[Collection entries]
□ □ □ □

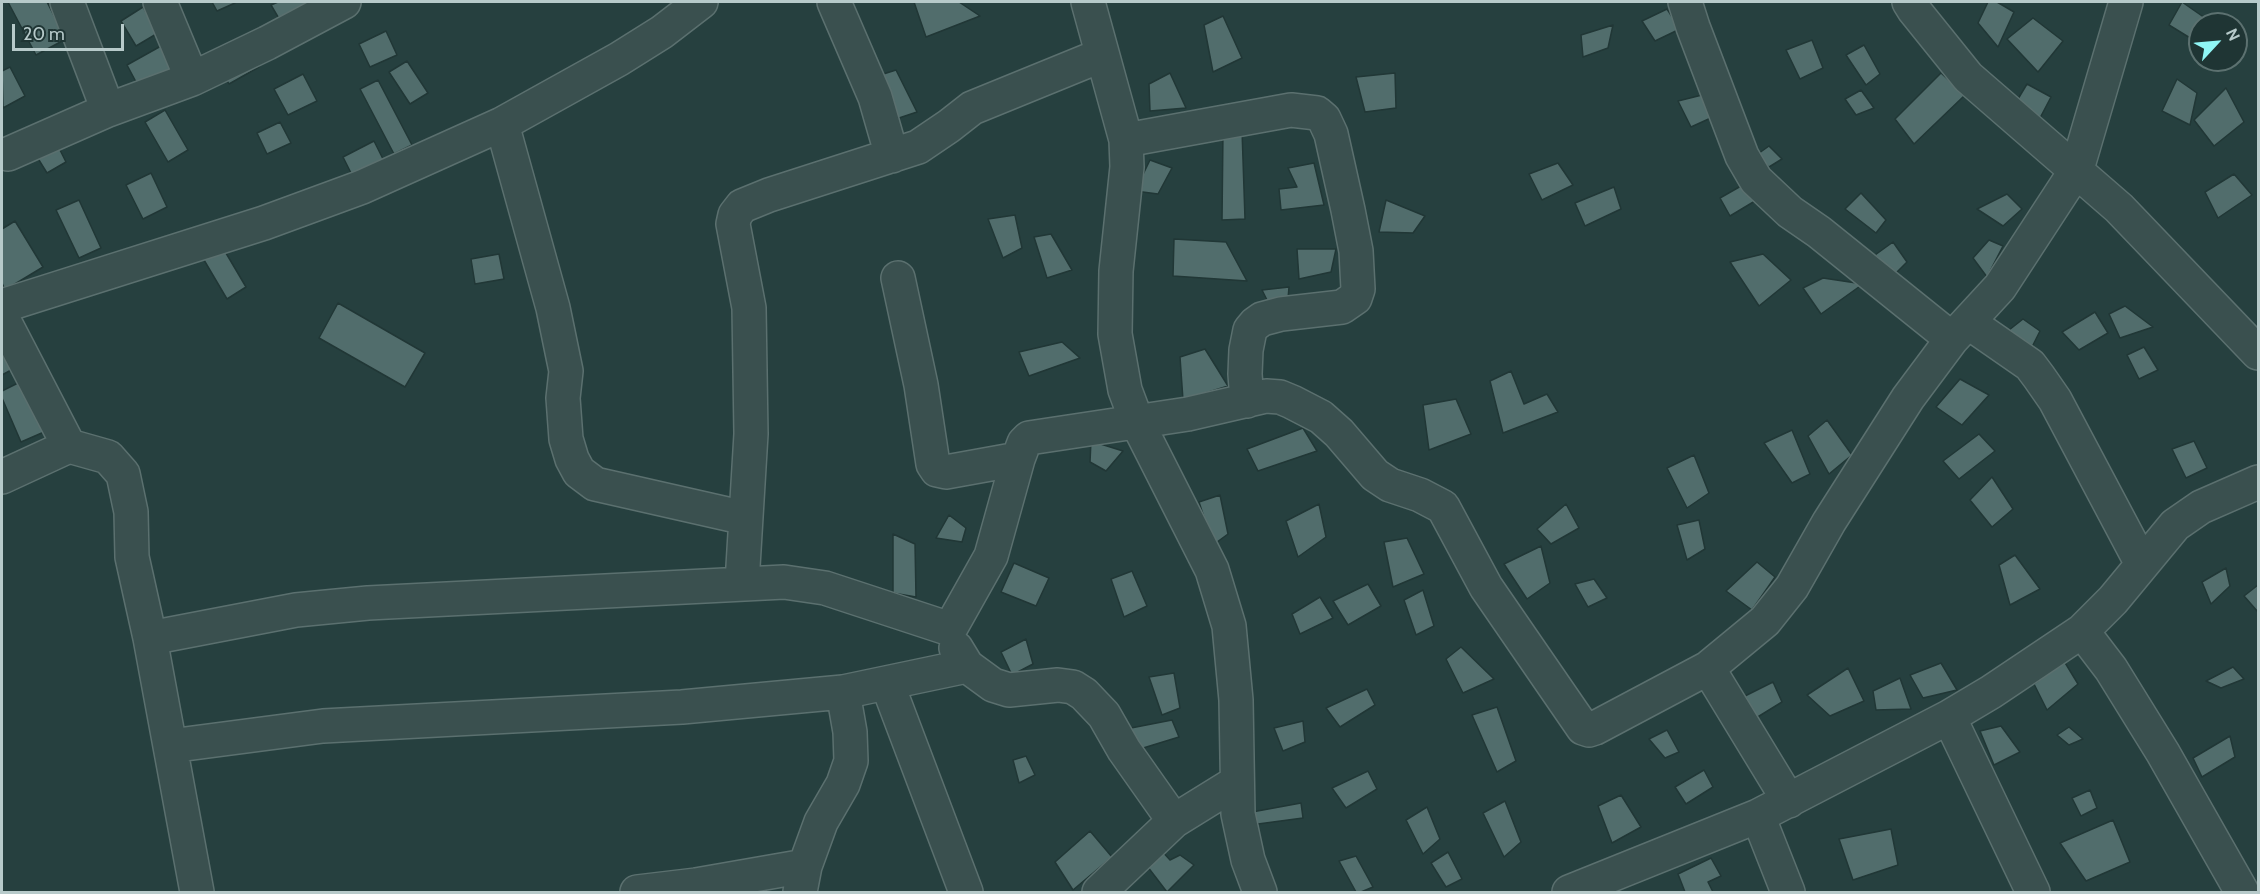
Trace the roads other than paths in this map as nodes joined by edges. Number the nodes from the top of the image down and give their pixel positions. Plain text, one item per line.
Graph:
1 (67, 2) edge
2 (160, 2) edge
3 (344, 2) edge
4 (701, 2) edge
5 (834, 2) edge
6 (1088, 2) edge
7 (1685, 2) edge
8 (1909, 2) edge
9 (2126, 2) edge
10 (1101, 55) junction
11 (192, 79) junction
12 (108, 110) junction
13 (502, 124) junction
14 (1126, 140) junction
15 (8, 154) dead end
16 (892, 156) junction
17 (2077, 169) junction
18 (898, 278) dead end
19 (2, 306) edge
20 (2, 317) edge
21 (1960, 330) junction
22 (2259, 353) edge
23 (1247, 401) junction
24 (1137, 422) junction
25 (69, 446) junction
26 (1018, 459) junction
27 (2, 477) edge
28 (2259, 482) edge
29 (745, 518) junction
30 (2142, 564) junction
31 (742, 583) junction
32 (950, 629) junction
33 (2082, 630) junction
34 (150, 638) junction
35 (967, 666) junction
36 (1708, 668) junction
37 (887, 683) junction
38 (843, 692) junction
39 (1949, 717) junction
40 (170, 746) junction
41 (1237, 782) junction
42 (1789, 801) junction
43 (1758, 816) junction
44 (1174, 821) junction
45 (802, 879) edge
46 (1579, 891) edge
47 (197, 892) edge
48 (637, 892) edge
49 (966, 892) edge
50 (1099, 892) edge
51 (1260, 892) edge
52 (1788, 892) edge
53 (2033, 892) edge
54 (2242, 892) edge

1 - 12 street
2 - 11 street
3 - 11 street
4 - 13 street
5 - 16 street
6 - 10 street
7 - 21 street
8 - 17 street
9 - 17 street
10 - 14 street
10 - 16 street
11 - 12 street
12 - 15 street
13 - 19 street
13 - 29 street
14 - 23 street
14 - 24 street
16 - 29 street
17 - 21 street
17 - 22 street
18 - 26 street
20 - 25 street
21 - 30 street
21 - 36 street
23 - 24 street
23 - 36 street
24 - 26 street
24 - 41 street
25 - 27 street
25 - 34 street
26 - 32 street
28 - 30 street
29 - 31 street
30 - 33 street
31 - 32 street
31 - 34 street
32 - 35 street
33 - 39 street
33 - 54 street
34 - 40 street
35 - 37 street
35 - 44 street
36 - 42 street
37 - 38 street
37 - 49 street
38 - 40 street
38 - 45 street
39 - 42 street
39 - 53 street
40 - 47 street
41 - 44 street
41 - 51 street
42 - 43 street
43 - 46 street
43 - 52 street
44 - 50 street
45 - 48 street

□ □ □ □

WHAT YOU ARE ASKED TO DO
Produce an exact copy of the records above, leaving out the pictures.

YOUR SOLUTION
Trace the roads other than paths in this map as nodes joined by edges. Number the nodes from the top of the image down and give their pixel positions. Plain text, one item per line.
Graph:
1 (67, 2) edge
2 (160, 2) edge
3 (344, 2) edge
4 (701, 2) edge
5 (834, 2) edge
6 (1088, 2) edge
7 (1685, 2) edge
8 (1909, 2) edge
9 (2126, 2) edge
10 (1101, 55) junction
11 (192, 79) junction
12 (108, 110) junction
13 (502, 124) junction
14 (1126, 140) junction
15 (8, 154) dead end
16 (892, 156) junction
17 (2077, 169) junction
18 (898, 278) dead end
19 (2, 306) edge
20 (2, 317) edge
21 (1960, 330) junction
22 (2259, 353) edge
23 (1247, 401) junction
24 (1137, 422) junction
25 (69, 446) junction
26 (1018, 459) junction
27 (2, 477) edge
28 (2259, 482) edge
29 (745, 518) junction
30 (2142, 564) junction
31 (742, 583) junction
32 (950, 629) junction
33 (2082, 630) junction
34 (150, 638) junction
35 (967, 666) junction
36 (1708, 668) junction
37 (887, 683) junction
38 (843, 692) junction
39 (1949, 717) junction
40 (170, 746) junction
41 (1237, 782) junction
42 (1789, 801) junction
43 (1758, 816) junction
44 (1174, 821) junction
45 (802, 879) edge
46 (1579, 891) edge
47 (197, 892) edge
48 (637, 892) edge
49 (966, 892) edge
50 (1099, 892) edge
51 (1260, 892) edge
52 (1788, 892) edge
53 (2033, 892) edge
54 (2242, 892) edge

1 - 12 street
2 - 11 street
3 - 11 street
4 - 13 street
5 - 16 street
6 - 10 street
7 - 21 street
8 - 17 street
9 - 17 street
10 - 14 street
10 - 16 street
11 - 12 street
12 - 15 street
13 - 19 street
13 - 29 street
14 - 23 street
14 - 24 street
16 - 29 street
17 - 21 street
17 - 22 street
18 - 26 street
20 - 25 street
21 - 30 street
21 - 36 street
23 - 24 street
23 - 36 street
24 - 26 street
24 - 41 street
25 - 27 street
25 - 34 street
26 - 32 street
28 - 30 street
29 - 31 street
30 - 33 street
31 - 32 street
31 - 34 street
32 - 35 street
33 - 39 street
33 - 54 street
34 - 40 street
35 - 37 street
35 - 44 street
36 - 42 street
37 - 38 street
37 - 49 street
38 - 40 street
38 - 45 street
39 - 42 street
39 - 53 street
40 - 47 street
41 - 44 street
41 - 51 street
42 - 43 street
43 - 46 street
43 - 52 street
44 - 50 street
45 - 48 street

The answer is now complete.